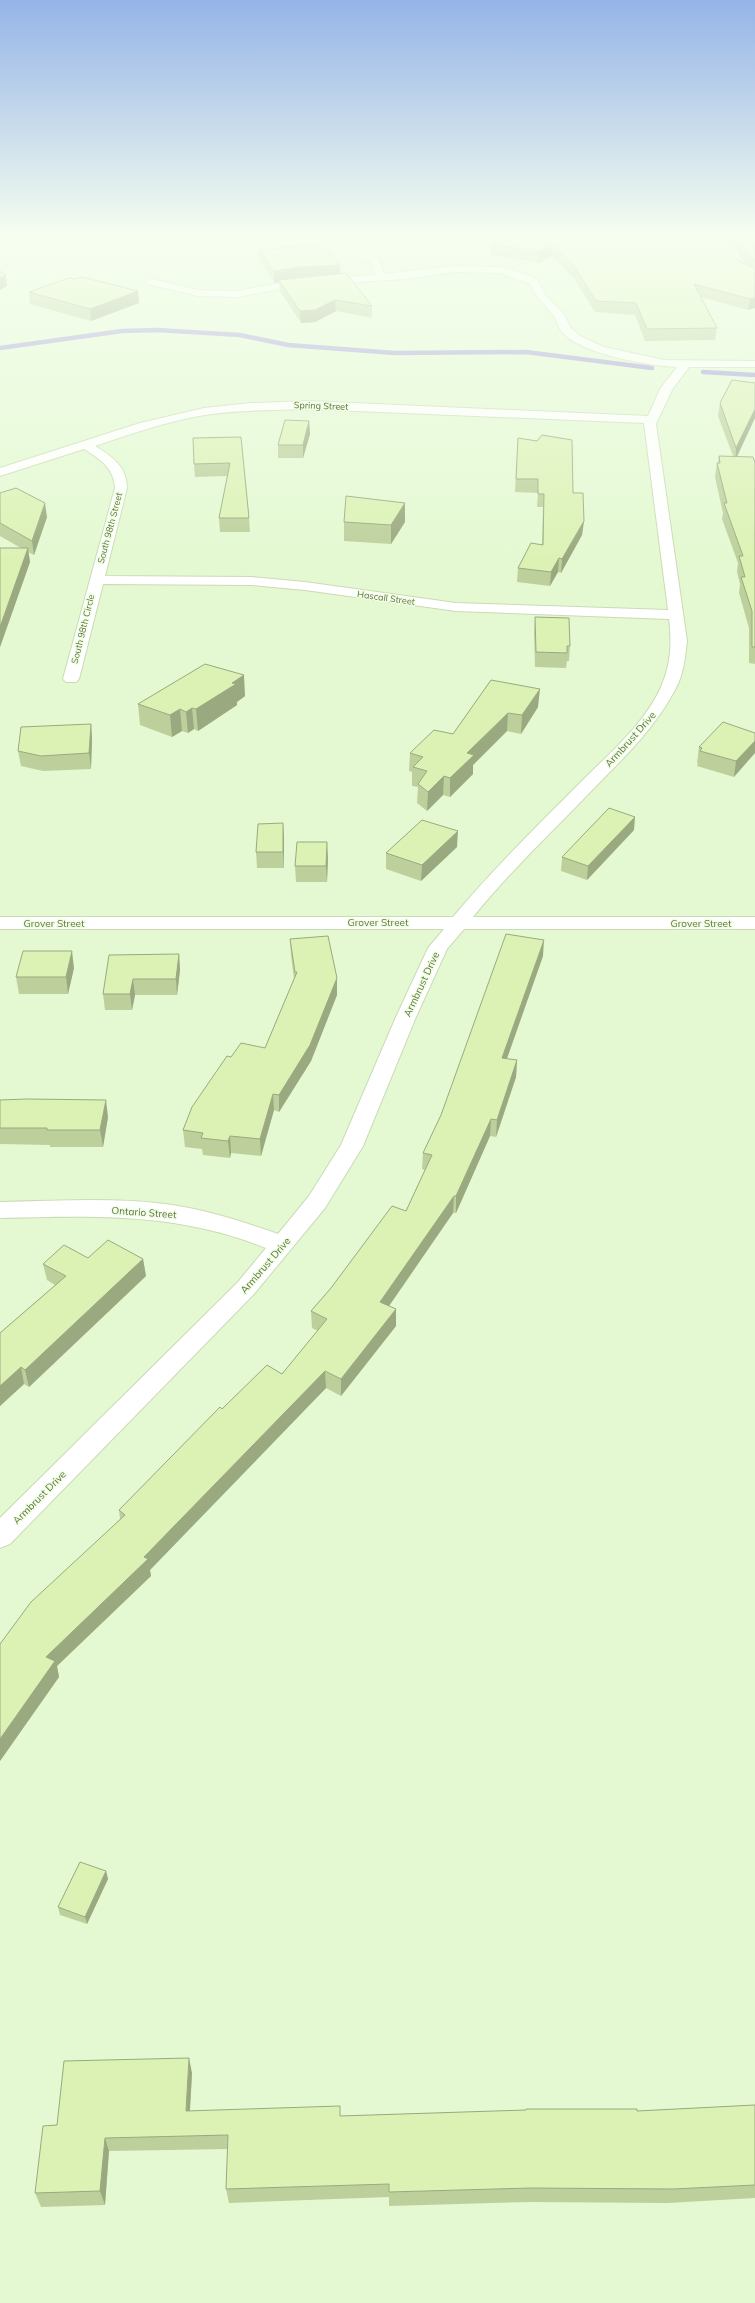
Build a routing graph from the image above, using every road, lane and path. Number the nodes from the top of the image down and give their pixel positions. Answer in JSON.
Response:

+++++

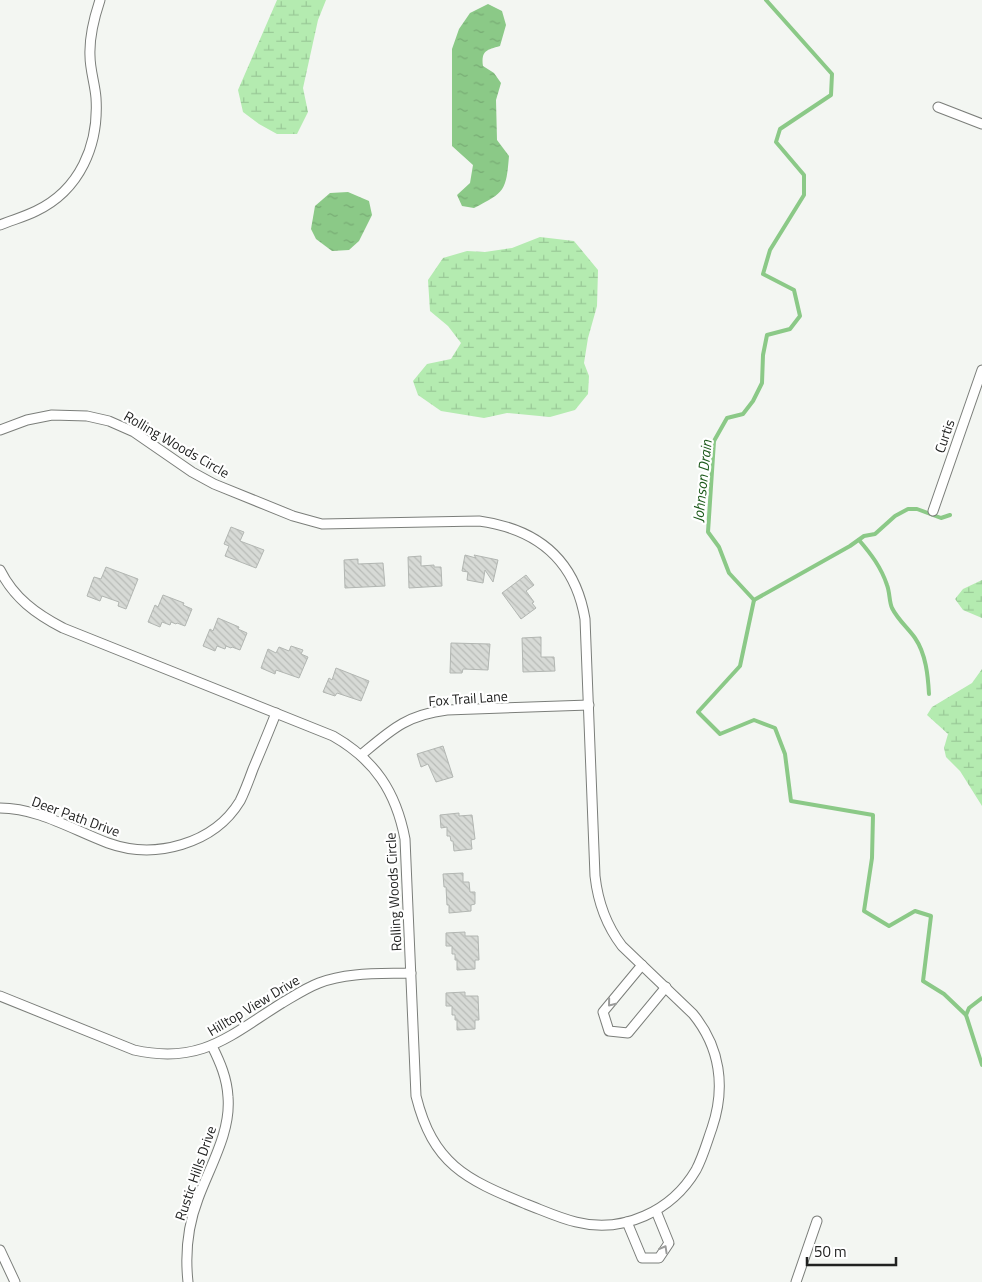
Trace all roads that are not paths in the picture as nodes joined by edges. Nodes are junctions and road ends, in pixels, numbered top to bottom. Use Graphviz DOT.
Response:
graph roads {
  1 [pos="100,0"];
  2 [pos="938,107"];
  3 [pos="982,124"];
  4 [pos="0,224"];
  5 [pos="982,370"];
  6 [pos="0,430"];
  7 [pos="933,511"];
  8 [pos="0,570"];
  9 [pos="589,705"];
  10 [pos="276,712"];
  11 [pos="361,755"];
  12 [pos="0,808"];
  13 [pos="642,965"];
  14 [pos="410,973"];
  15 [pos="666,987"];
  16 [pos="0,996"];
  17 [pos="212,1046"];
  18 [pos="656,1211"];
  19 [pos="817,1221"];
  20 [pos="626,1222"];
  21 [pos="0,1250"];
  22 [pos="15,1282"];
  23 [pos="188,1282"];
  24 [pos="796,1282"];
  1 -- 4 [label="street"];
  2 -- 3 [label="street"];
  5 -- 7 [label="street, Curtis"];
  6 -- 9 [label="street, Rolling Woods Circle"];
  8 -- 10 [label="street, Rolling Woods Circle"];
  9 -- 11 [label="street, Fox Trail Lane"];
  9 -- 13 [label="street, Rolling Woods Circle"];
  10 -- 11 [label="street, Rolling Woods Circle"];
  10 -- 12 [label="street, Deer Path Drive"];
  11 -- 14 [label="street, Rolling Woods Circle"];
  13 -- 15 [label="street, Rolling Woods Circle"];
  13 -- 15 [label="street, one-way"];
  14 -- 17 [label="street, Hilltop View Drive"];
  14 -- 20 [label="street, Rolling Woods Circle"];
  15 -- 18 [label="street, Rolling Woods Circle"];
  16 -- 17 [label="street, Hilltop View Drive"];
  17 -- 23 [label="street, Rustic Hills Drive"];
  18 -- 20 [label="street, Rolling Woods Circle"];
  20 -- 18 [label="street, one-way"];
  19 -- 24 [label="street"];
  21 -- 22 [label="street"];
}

+++++

Using the material above, count the lines containing the word "nodes". Reply with the number alone.

2